View attachment 1369841
Next you can try to replace the magnet with neodium, and add a shorting right if has none.
 
B139 is a completely solid polystyrene foam cone (not hollow) about 3 inches thick with flat aluminum sheet on the front and PVC sheet at the back. This thing is very stiff and very light, hardly a sandwich. The whole piston is damped. The front, if dented remain dented, it does not return top it original shape. I have preserved the rubber roll surround and over the past 60 years became more and more compliant in the Fs is now 15Hz. Two are used in an H frame that Siegfried and I built, one of the first attempt.

View attachment 1369841
In a way, perhaps a bit before their time > the B139's have been quite revered & little criticized > except perhaps their maximum SPL output.
Very interesting note regarding the lowering of Fs over time 🙂
 
Next you can try to replace the magnet with neodium, and add a shorting right if has none.
Why? They have served me well and sound is great. I would not even dream of messing with them. They fill in the low and very deep bass nicely from under the desk supporting a pair of original Rogers LS3/5 (had since new) on either side of my 37" PC screen on my desk.

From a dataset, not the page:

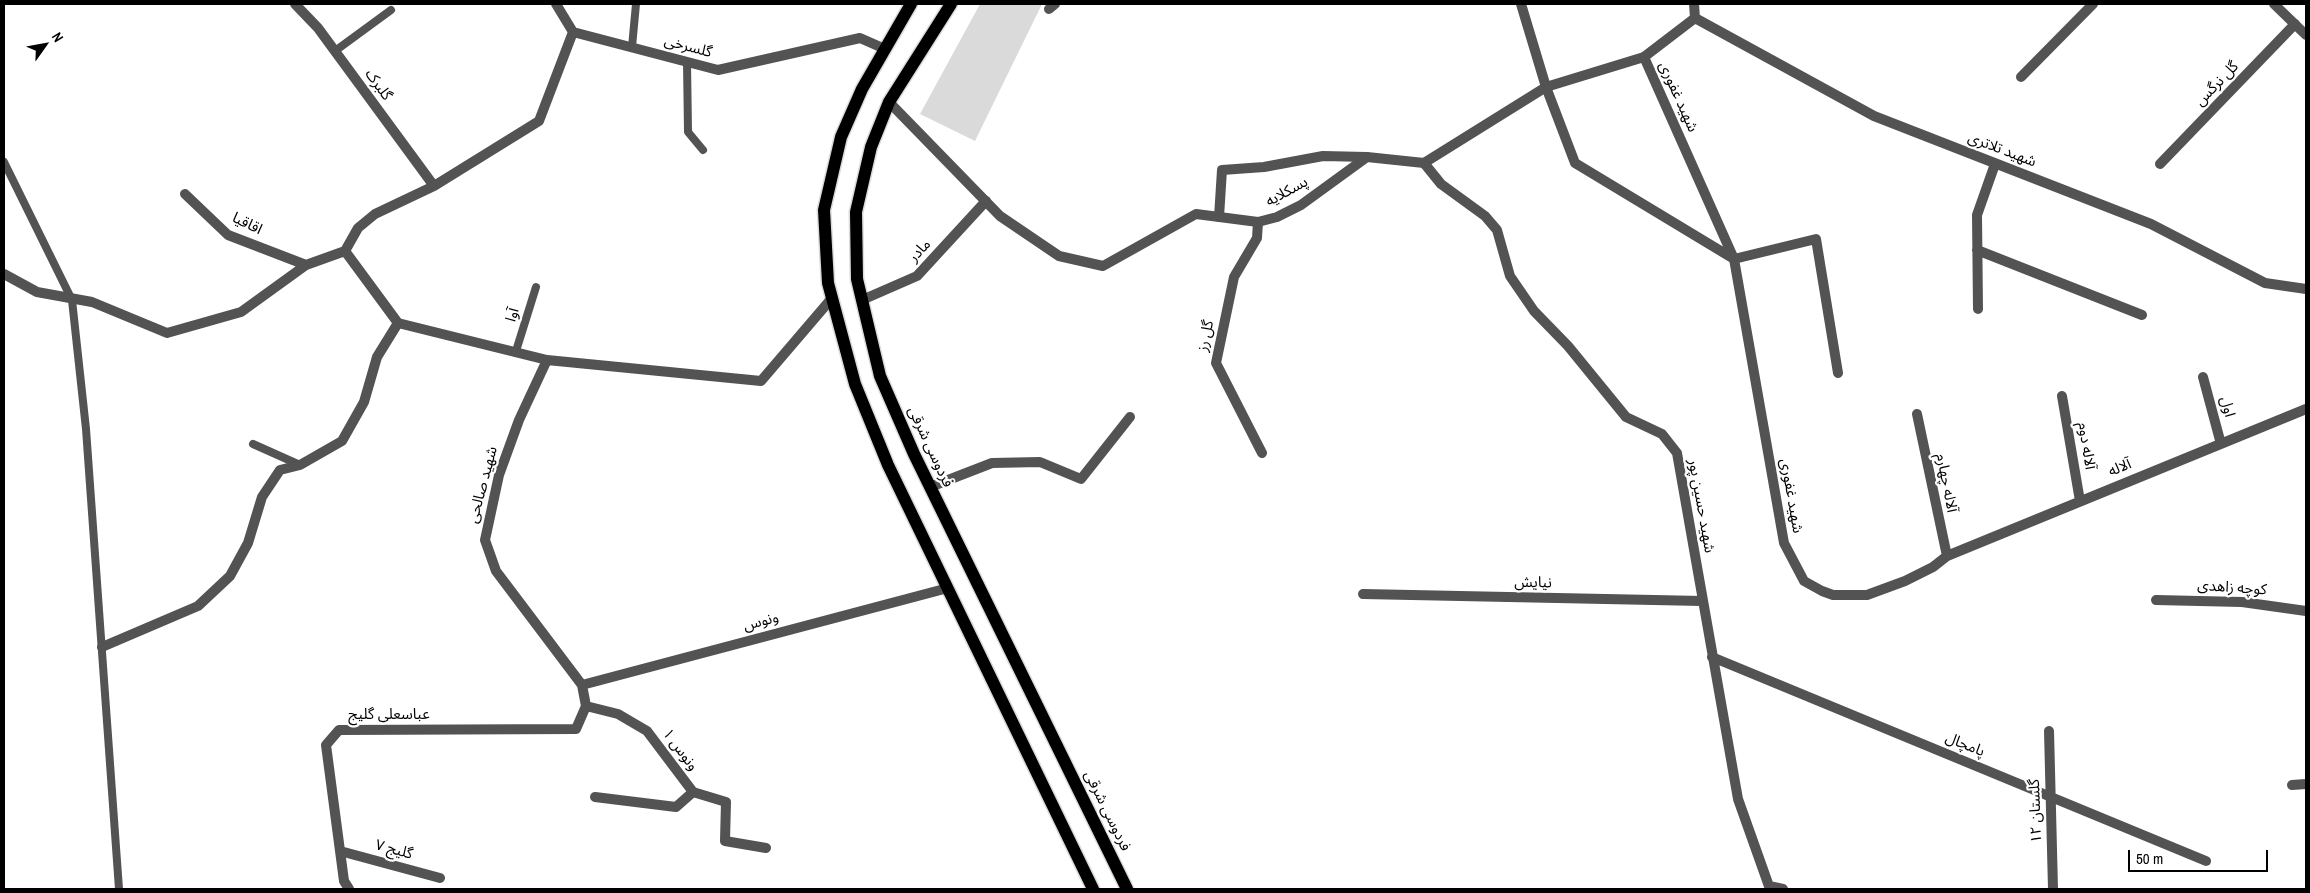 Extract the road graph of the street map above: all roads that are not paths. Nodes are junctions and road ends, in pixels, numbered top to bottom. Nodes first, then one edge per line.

I don't think you could have anything better sounding for near field listening. No DSP at all, exactly as developed by BBC. The H frame was built by hand, all perfect 45 deg angles, no table saw or routers, by an old carpenter/shop fitter in Santa Carla using solid maple on the outside box glued to MDF on inner box and soft board, often called sound board on the inner, inner cabinet in the late 70s. I have no idea how it measures, but it sounds right.

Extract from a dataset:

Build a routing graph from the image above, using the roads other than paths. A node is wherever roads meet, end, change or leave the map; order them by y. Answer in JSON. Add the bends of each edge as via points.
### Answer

The two woofers are mounted face to face and crosses over to the LS3/5 at 70 Hz. This has been my personal entertainment system since I can recall. Most recent changes (about 30 years ago) I replaced the passive cross-over to the subs for a 70Hz 2nd order Butterworth active to the H frame. The LS3/5 is driven by JLH 69 and the woofer by JLH 69s bridged. All class A. Yes they are hot and I have the air-con running at 24/7 winter and summer.

I have grown very attached to its sound and really prefer listening near-field than to my main system in the lounge which I hardly use anymore. In the distant past I used Creative sound card on my PC, but the brother bought me a Topping D50 for Xmas a few years ago and that was a marked improvement over the sound card. Late at night when the wife goes to bed, I listen to my HD800 and a small headphone amp that I posted on DIY a while ago. That is my desktop set-up.
 
As you probably know,
I knew I should have used a winky.
Because of the shiny surface, the wave is propagated away from the cone at such a velocity, it creates a lower pressure on the front, thereby increasing the transient response.
And because the wave is no longer being shovelled by the cone due to its increased velocity, the cone itself is less hindered therefore simulating a lighter cone.

See? Simple.
Never mind the science, they got it all wrong.

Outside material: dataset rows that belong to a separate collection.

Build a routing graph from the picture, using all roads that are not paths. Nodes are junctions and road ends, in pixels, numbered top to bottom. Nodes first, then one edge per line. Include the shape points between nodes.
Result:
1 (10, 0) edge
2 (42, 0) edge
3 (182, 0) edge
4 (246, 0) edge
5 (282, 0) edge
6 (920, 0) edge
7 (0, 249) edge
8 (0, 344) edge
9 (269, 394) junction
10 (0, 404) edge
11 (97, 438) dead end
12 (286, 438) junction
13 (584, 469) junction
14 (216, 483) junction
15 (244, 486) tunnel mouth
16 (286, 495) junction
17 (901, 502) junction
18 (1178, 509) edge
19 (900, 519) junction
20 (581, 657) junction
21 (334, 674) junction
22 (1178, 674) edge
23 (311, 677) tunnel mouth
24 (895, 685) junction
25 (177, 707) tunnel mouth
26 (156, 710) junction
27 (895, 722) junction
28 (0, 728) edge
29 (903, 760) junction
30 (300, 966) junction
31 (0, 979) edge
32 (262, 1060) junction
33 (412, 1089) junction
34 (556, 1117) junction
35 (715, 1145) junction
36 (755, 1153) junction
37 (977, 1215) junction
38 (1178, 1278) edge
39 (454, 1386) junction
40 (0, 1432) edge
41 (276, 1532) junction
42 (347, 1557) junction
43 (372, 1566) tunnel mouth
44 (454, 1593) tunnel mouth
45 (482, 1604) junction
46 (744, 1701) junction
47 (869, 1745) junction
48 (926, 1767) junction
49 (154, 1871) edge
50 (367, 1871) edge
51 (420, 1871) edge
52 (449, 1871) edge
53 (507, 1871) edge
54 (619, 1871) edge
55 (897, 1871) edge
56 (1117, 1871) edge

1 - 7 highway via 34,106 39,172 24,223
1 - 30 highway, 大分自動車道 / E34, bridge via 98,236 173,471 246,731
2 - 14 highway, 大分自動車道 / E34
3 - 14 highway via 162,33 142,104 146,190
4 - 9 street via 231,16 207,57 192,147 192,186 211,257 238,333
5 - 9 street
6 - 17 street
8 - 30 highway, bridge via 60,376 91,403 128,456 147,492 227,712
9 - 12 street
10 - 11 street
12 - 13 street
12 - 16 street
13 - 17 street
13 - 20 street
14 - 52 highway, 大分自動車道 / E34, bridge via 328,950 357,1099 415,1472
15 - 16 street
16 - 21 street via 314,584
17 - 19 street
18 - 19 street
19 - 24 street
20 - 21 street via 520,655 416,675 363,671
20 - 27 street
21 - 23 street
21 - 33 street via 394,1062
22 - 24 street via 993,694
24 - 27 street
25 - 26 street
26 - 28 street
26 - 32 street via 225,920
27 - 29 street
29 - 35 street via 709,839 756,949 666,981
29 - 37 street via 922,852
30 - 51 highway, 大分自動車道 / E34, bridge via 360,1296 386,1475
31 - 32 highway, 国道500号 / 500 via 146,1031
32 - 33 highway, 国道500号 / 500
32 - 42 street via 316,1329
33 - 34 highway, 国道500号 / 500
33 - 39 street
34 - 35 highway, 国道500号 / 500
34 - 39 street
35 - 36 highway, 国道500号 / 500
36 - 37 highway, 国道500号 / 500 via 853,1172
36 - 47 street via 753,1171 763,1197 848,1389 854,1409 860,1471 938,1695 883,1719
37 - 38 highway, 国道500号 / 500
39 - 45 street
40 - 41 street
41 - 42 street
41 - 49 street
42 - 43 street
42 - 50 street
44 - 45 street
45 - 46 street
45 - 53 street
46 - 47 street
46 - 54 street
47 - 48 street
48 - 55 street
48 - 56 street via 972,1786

I have never considered using aluminum foil as I do not think it will add stiffness, I believe the adhesive is likely add the benefit in that case. I have however painted and sprayed many a cone. Some with good effects, others not so much.
 
Many years ago now a shop in Australia called Altronics were selling/clearing a batch of 8" aluminum cone woofers at a ridiculous low price.
I still regret not buying four of them for future projects where two would have surly involved experimentation with damping > like this thread.
I imagine the rubber spray that I now see advertised on TV would probably be an ideal single coat direct onto a aluminum cone 🙂
 
@Mister Audio

I tried on full metal alu cones damping glue with no or little effect concerning the resonances.

Reckhorn has some segmented metal cones. Never tried these.

I always search for fullrange drivers with copper faraday ring and long stroke what is difficult enough, a stroke of more than +-3mm is already rare.

I use then alu foil tweaking and ideally dsp to linearize. Or just current driven amps and some easy smartfone EQ.

My inspiration is the Pfleid FRS20 loudspeaker, the only fullrange I know from loudspeaker history using consequently EQ while sacrificing bandwidth of the driver for good damping of the loudspeaker cone.